Analogy: Frankenstein’s Lab
Imagine you’re an assistant at Frankenstein’s laboratory that’s full of quirky equipment. Frankenstein has just asked you to use the following apparatus and use blue, red, black and yellow paint to make purple, dark orange and green. When you pour the colors on the top, depending on how wide the opening of the tubes are, the paint will flow to the series of balls below. There’s a mechanism to change the size of the tube.

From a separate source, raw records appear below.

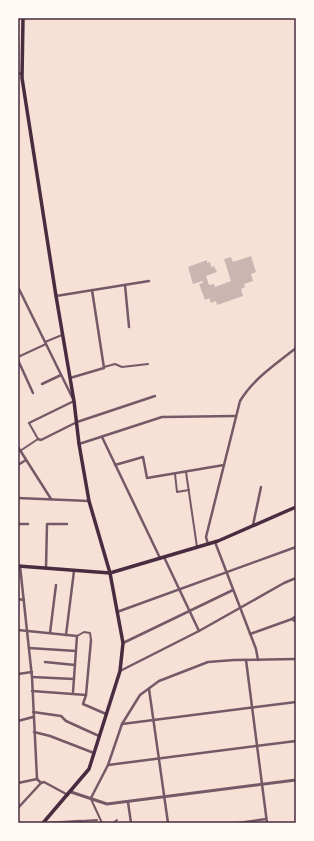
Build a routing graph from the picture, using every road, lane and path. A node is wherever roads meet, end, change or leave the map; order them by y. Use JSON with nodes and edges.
{"nodes":[{"id":1,"x":22,"y":18,"type":"edge"},
{"id":2,"x":20,"y":73,"type":"edge"},
{"id":3,"x":148,"y":281,"type":"dead end"},
{"id":4,"x":124,"y":285,"type":"junction"},
{"id":5,"x":18,"y":287,"type":"edge"},
{"id":6,"x":92,"y":290,"type":"junction"},
{"id":7,"x":56,"y":296,"type":"junction"},
{"id":8,"x":129,"y":327,"type":"dead end"},
{"id":9,"x":62,"y":335,"type":"junction"},
{"id":10,"x":46,"y":343,"type":"junction"},
{"id":11,"x":296,"y":348,"type":"edge"},
{"id":12,"x":18,"y":358,"type":"edge"},
{"id":13,"x":148,"y":364,"type":"dead end"},
{"id":14,"x":104,"y":368,"type":"junction"},
{"id":15,"x":61,"y":375,"type":"junction"},
{"id":16,"x":70,"y":378,"type":"junction"},
{"id":17,"x":42,"y":384,"type":"dead end"},
{"id":18,"x":33,"y":393,"type":"dead end"},
{"id":19,"x":155,"y":396,"type":"dead end"},
{"id":20,"x":74,"y":401,"type":"junction"},
{"id":21,"x":235,"y":416,"type":"junction"},
{"id":22,"x":77,"y":422,"type":"junction"},
{"id":23,"x":29,"y":423,"type":"joint"},
{"id":24,"x":102,"y":437,"type":"junction"},
{"id":25,"x":38,"y":439,"type":"junction"},
{"id":26,"x":79,"y":444,"type":"junction"},
{"id":27,"x":18,"y":447,"type":"edge"},
{"id":28,"x":20,"y":451,"type":"junction"},
{"id":29,"x":26,"y":460,"type":"junction"},
{"id":30,"x":18,"y":465,"type":"edge"},
{"id":31,"x":115,"y":465,"type":"junction"},
{"id":32,"x":224,"y":465,"type":"junction"},
{"id":33,"x":186,"y":472,"type":"junction"},
{"id":34,"x":175,"y":474,"type":"junction"},
{"id":35,"x":261,"y":488,"type":"dead end"},
{"id":36,"x":189,"y":490,"type":"junction"},
{"id":37,"x":18,"y":498,"type":"edge"},
{"id":38,"x":52,"y":500,"type":"junction"},
{"id":39,"x":89,"y":501,"type":"junction"},
{"id":40,"x":296,"y":507,"type":"edge"},
{"id":41,"x":18,"y":524,"type":"edge"},
{"id":42,"x":28,"y":524,"type":"dead end"},
{"id":43,"x":67,"y":524,"type":"dead end"},
{"id":44,"x":253,"y":525,"type":"junction"},
{"id":45,"x":214,"y":542,"type":"junction"},
{"id":46,"x":208,"y":544,"type":"junction"},
{"id":47,"x":197,"y":547,"type":"junction"},
{"id":48,"x":296,"y":547,"type":"edge"},
{"id":49,"x":164,"y":557,"type":"junction"},
{"id":50,"x":160,"y":558,"type":"junction"},
{"id":51,"x":19,"y":566,"type":"edge"},
{"id":52,"x":46,"y":568,"type":"junction"},
{"id":53,"x":74,"y":571,"type":"junction"},
{"id":54,"x":226,"y":572,"type":"junction"},
{"id":55,"x":110,"y":573,"type":"junction"},
{"id":56,"x":296,"y":578,"type":"edge"},
{"id":57,"x":56,"y":585,"type":"dead end"},
{"id":58,"x":179,"y":589,"type":"junction"},
{"id":59,"x":233,"y":590,"type":"junction"},
{"id":60,"x":18,"y":599,"type":"edge"},
{"id":61,"x":24,"y":600,"type":"junction"},
{"id":62,"x":240,"y":608,"type":"junction"},
{"id":63,"x":190,"y":611,"type":"junction"},
{"id":64,"x":117,"y":612,"type":"junction"},
{"id":65,"x":296,"y":616,"type":"edge"},
{"id":66,"x":292,"y":619,"type":"junction"},
{"id":67,"x":296,"y":622,"type":"edge"},
{"id":68,"x":18,"y":630,"type":"edge"},
{"id":69,"x":28,"y":631,"type":"junction"},
{"id":70,"x":199,"y":632,"type":"junction"},
{"id":71,"x":50,"y":633,"type":"junction"},
{"id":72,"x":250,"y":634,"type":"junction"},
{"id":73,"x":66,"y":635,"type":"junction"},
{"id":74,"x":77,"y":636,"type":"junction"},
{"id":75,"x":91,"y":640,"type":"joint"},
{"id":76,"x":123,"y":643,"type":"junction"},
{"id":77,"x":29,"y":648,"type":"junction"},
{"id":78,"x":76,"y":651,"type":"junction"},
{"id":79,"x":296,"y":659,"type":"edge"},
{"id":80,"x":246,"y":660,"type":"junction"},
{"id":81,"x":258,"y":660,"type":"junction"},
{"id":82,"x":45,"y":662,"type":"dead end"},
{"id":83,"x":75,"y":664,"type":"junction"},
{"id":84,"x":120,"y":671,"type":"junction"},
{"id":85,"x":32,"y":672,"type":"junction"},
{"id":86,"x":18,"y":674,"type":"edge"},
{"id":87,"x":32,"y":677,"type":"junction"},
{"id":88,"x":74,"y":679,"type":"junction"},
{"id":89,"x":149,"y":688,"type":"junction"},
{"id":90,"x":32,"y":691,"type":"junction"},
{"id":91,"x":73,"y":692,"type":"junction"},
{"id":92,"x":86,"y":694,"type":"junction"},
{"id":93,"x":296,"y":702,"type":"edge"},
{"id":94,"x":252,"y":708,"type":"junction"},
{"id":95,"x":33,"y":712,"type":"junction"},
{"id":96,"x":106,"y":714,"type":"junction"},
{"id":97,"x":33,"y":717,"type":"junction"},
{"id":98,"x":18,"y":720,"type":"edge"},
{"id":99,"x":154,"y":720,"type":"junction"},
{"id":100,"x":122,"y":724,"type":"junction"},
{"id":101,"x":34,"y":732,"type":"junction"},
{"id":102,"x":99,"y":736,"type":"junction"},
{"id":103,"x":296,"y":741,"type":"edge"},
{"id":104,"x":257,"y":746,"type":"junction"},
{"id":105,"x":94,"y":753,"type":"junction"},
{"id":106,"x":159,"y":758,"type":"junction"},
{"id":107,"x":108,"y":765,"type":"junction"},
{"id":108,"x":37,"y":779,"type":"junction"},
{"id":109,"x":296,"y":780,"type":"edge"},
{"id":110,"x":18,"y":783,"type":"edge"},
{"id":111,"x":42,"y":783,"type":"junction"},
{"id":112,"x":261,"y":784,"type":"junction"},
{"id":113,"x":70,"y":794,"type":"junction"},
{"id":114,"x":164,"y":797,"type":"junction"},
{"id":115,"x":91,"y":798,"type":"junction"},
{"id":116,"x":128,"y":802,"type":"junction"},
{"id":117,"x":18,"y":808,"type":"edge"},
{"id":118,"x":97,"y":820,"type":"dead end"},
{"id":119,"x":117,"y":820,"type":"dead end"},
{"id":120,"x":266,"y":821,"type":"edge"},
{"id":121,"x":81,"y":822,"type":"edge"},
{"id":122,"x":44,"y":823,"type":"edge"},
{"id":123,"x":48,"y":823,"type":"edge"},
{"id":124,"x":102,"y":823,"type":"edge"},
{"id":125,"x":113,"y":823,"type":"edge"},
{"id":126,"x":131,"y":823,"type":"edge"},
{"id":127,"x":168,"y":823,"type":"edge"},
{"id":128,"x":238,"y":823,"type":"edge"}],
"edges":[{"from":1,"to":2,"type":"main road"},
{"from":2,"to":7,"type":"main road"},
{"from":3,"to":4,"type":"street"},
{"from":4,"to":6,"type":"street"},
{"from":4,"to":8,"type":"street"},
{"from":5,"to":10,"type":"street"},
{"from":6,"to":7,"type":"street"},
{"from":6,"to":14,"type":"street"},
{"from":7,"to":9,"type":"main road"},
{"from":9,"to":10,"type":"street"},
{"from":9,"to":16,"type":"main road"},
{"from":10,"to":12,"type":"street"},
{"from":10,"to":15,"type":"street"},
{"from":11,"to":21,"type":"street"},
{"from":12,"to":18,"type":"street"},
{"from":13,"to":14,"type":"street"},
{"from":14,"to":16,"type":"street"},
{"from":15,"to":17,"type":"street"},
{"from":15,"to":20,"type":"street"},
{"from":16,"to":20,"type":"main road"},
{"from":19,"to":22,"type":"street"},
{"from":20,"to":22,"type":"main road"},
{"from":20,"to":23,"type":"street"},
{"from":21,"to":24,"type":"street"},
{"from":21,"to":32,"type":"street"},
{"from":22,"to":25,"type":"street"},
{"from":22,"to":26,"type":"main road"},
{"from":23,"to":25,"type":"street"},
{"from":24,"to":26,"type":"street"},
{"from":24,"to":31,"type":"street"},
{"from":25,"to":28,"type":"street"},
{"from":26,"to":39,"type":"main road"},
{"from":27,"to":28,"type":"street"},
{"from":28,"to":29,"type":"street"},
{"from":29,"to":30,"type":"street"},
{"from":29,"to":38,"type":"street"},
{"from":31,"to":34,"type":"street"},
{"from":31,"to":50,"type":"street"},
{"from":32,"to":33,"type":"street"},
{"from":32,"to":46,"type":"street"},
{"from":33,"to":34,"type":"street"},
{"from":33,"to":36,"type":"street"},
{"from":34,"to":36,"type":"street"},
{"from":35,"to":44,"type":"street"},
{"from":36,"to":47,"type":"street"},
{"from":37,"to":38,"type":"street"},
{"from":38,"to":39,"type":"street"},
{"from":39,"to":55,"type":"main road"},
{"from":40,"to":44,"type":"main road"},
{"from":41,"to":42,"type":"street"},
{"from":43,"to":52,"type":"street"},
{"from":44,"to":45,"type":"main road"},
{"from":45,"to":46,"type":"main road"},
{"from":45,"to":54,"type":"street"},
{"from":46,"to":47,"type":"main road"},
{"from":47,"to":49,"type":"main road"},
{"from":48,"to":54,"type":"street"},
{"from":49,"to":50,"type":"main road"},
{"from":49,"to":58,"type":"street"},
{"from":50,"to":55,"type":"main road"},
{"from":51,"to":52,"type":"main road"},
{"from":51,"to":61,"type":"street"},
{"from":52,"to":53,"type":"main road"},
{"from":53,"to":55,"type":"main road"},
{"from":53,"to":73,"type":"street"},
{"from":54,"to":58,"type":"street"},
{"from":54,"to":59,"type":"street"},
{"from":55,"to":64,"type":"main road"},
{"from":56,"to":62,"type":"street"},
{"from":57,"to":71,"type":"street"},
{"from":58,"to":63,"type":"street"},
{"from":58,"to":64,"type":"street"},
{"from":59,"to":62,"type":"street"},
{"from":59,"to":63,"type":"street"},
{"from":60,"to":61,"type":"street"},
{"from":61,"to":69,"type":"street"},
{"from":62,"to":70,"type":"street"},
{"from":62,"to":72,"type":"street"},
{"from":63,"to":70,"type":"street"},
{"from":63,"to":76,"type":"street"},
{"from":64,"to":76,"type":"main road"},
{"from":65,"to":66,"type":"street"},
{"from":66,"to":67,"type":"street"},
{"from":66,"to":72,"type":"street"},
{"from":68,"to":69,"type":"street"},
{"from":69,"to":71,"type":"street"},
{"from":69,"to":77,"type":"street"},
{"from":70,"to":84,"type":"street"},
{"from":71,"to":73,"type":"street"},
{"from":72,"to":81,"type":"street"},
{"from":73,"to":74,"type":"street"},
{"from":74,"to":75,"type":"street"},
{"from":74,"to":78,"type":"street"},
{"from":75,"to":92,"type":"street"},
{"from":76,"to":84,"type":"main road"},
{"from":77,"to":78,"type":"street"},
{"from":77,"to":85,"type":"street"},
{"from":78,"to":83,"type":"street"},
{"from":79,"to":81,"type":"street"},
{"from":80,"to":81,"type":"street"},
{"from":80,"to":89,"type":"street"},
{"from":80,"to":94,"type":"street"},
{"from":82,"to":83,"type":"street"},
{"from":83,"to":88,"type":"street"},
{"from":84,"to":96,"type":"main road"},
{"from":85,"to":86,"type":"street"},
{"from":85,"to":87,"type":"street"},
{"from":87,"to":88,"type":"street"},
{"from":87,"to":90,"type":"street"},
{"from":88,"to":91,"type":"street"},
{"from":89,"to":99,"type":"street"},
{"from":89,"to":100,"type":"street"},
{"from":90,"to":91,"type":"street"},
{"from":90,"to":95,"type":"street"},
{"from":91,"to":92,"type":"street"},
{"from":92,"to":96,"type":"street"},
{"from":93,"to":94,"type":"street"},
{"from":94,"to":99,"type":"street"},
{"from":94,"to":104,"type":"street"},
{"from":95,"to":97,"type":"street"},
{"from":95,"to":102,"type":"street"},
{"from":96,"to":102,"type":"main road"},
{"from":97,"to":98,"type":"street"},
{"from":97,"to":101,"type":"street"},
{"from":99,"to":100,"type":"street"},
{"from":99,"to":106,"type":"street"},
{"from":100,"to":107,"type":"street"},
{"from":101,"to":105,"type":"street"},
{"from":101,"to":108,"type":"street"},
{"from":102,"to":105,"type":"main road"},
{"from":103,"to":104,"type":"street"},
{"from":104,"to":106,"type":"street"},
{"from":104,"to":112,"type":"street"},
{"from":105,"to":113,"type":"main road"},
{"from":106,"to":107,"type":"street"},
{"from":106,"to":114,"type":"street"},
{"from":107,"to":115,"type":"street"},
{"from":108,"to":110,"type":"street"},
{"from":108,"to":111,"type":"street"},
{"from":109,"to":112,"type":"street"},
{"from":111,"to":113,"type":"street"},
{"from":111,"to":117,"type":"street"},
{"from":112,"to":114,"type":"street"},
{"from":112,"to":120,"type":"street"},
{"from":113,"to":115,"type":"street"},
{"from":113,"to":122,"type":"main road"},
{"from":114,"to":116,"type":"street"},
{"from":114,"to":127,"type":"street"},
{"from":115,"to":116,"type":"street"},
{"from":115,"to":124,"type":"street"},
{"from":116,"to":126,"type":"street"},
{"from":118,"to":121,"type":"street"},
{"from":119,"to":125,"type":"street"},
{"from":120,"to":128,"type":"street"},
{"from":121,"to":123,"type":"street"}]}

This is analogous to how a FCN works. You give it inputs, i.e. a feature vector (e.g. various attributes of a flower) (paint buckets in the example) and then you predict the outcome (e.g. the flower species) (the mixed colors in the example). Predicting the outcome is a series of mathematical computations (involving matrix multiplication, addition, etc.). You might have realized that this equipment has been already configured to the optimal configuration. Reaching the optimal setting is known as training/optimizing a model, which involves input feature vector, predicted label and true label (tweaking the tube width in the example). It also doesn’t need to be just an input layer and an output layer. You could have intermediate (i.e. hidden) layers as well. Here‘s a what a FCN really would look like. (Learn more: Here)

Applications
- Simple classification tasks from structured data e.g. Predicting house prices given house attributes
Autoencoders
Autoencoders are a type of fully-connected networks that only differs in the whey they are used. They start with an input just like FCNs, map it to a smaller hidden representation (called encoding) and finally reconstruct the original input (called decoding).
Analogy: Back in the Frankenstein’s Lab
Say you and your buddy have two of the above gadget and decide to play with them. You combine them so that they share the output. Now it looks like below. Note that the tube configuration on bottom is a mirror image of the top.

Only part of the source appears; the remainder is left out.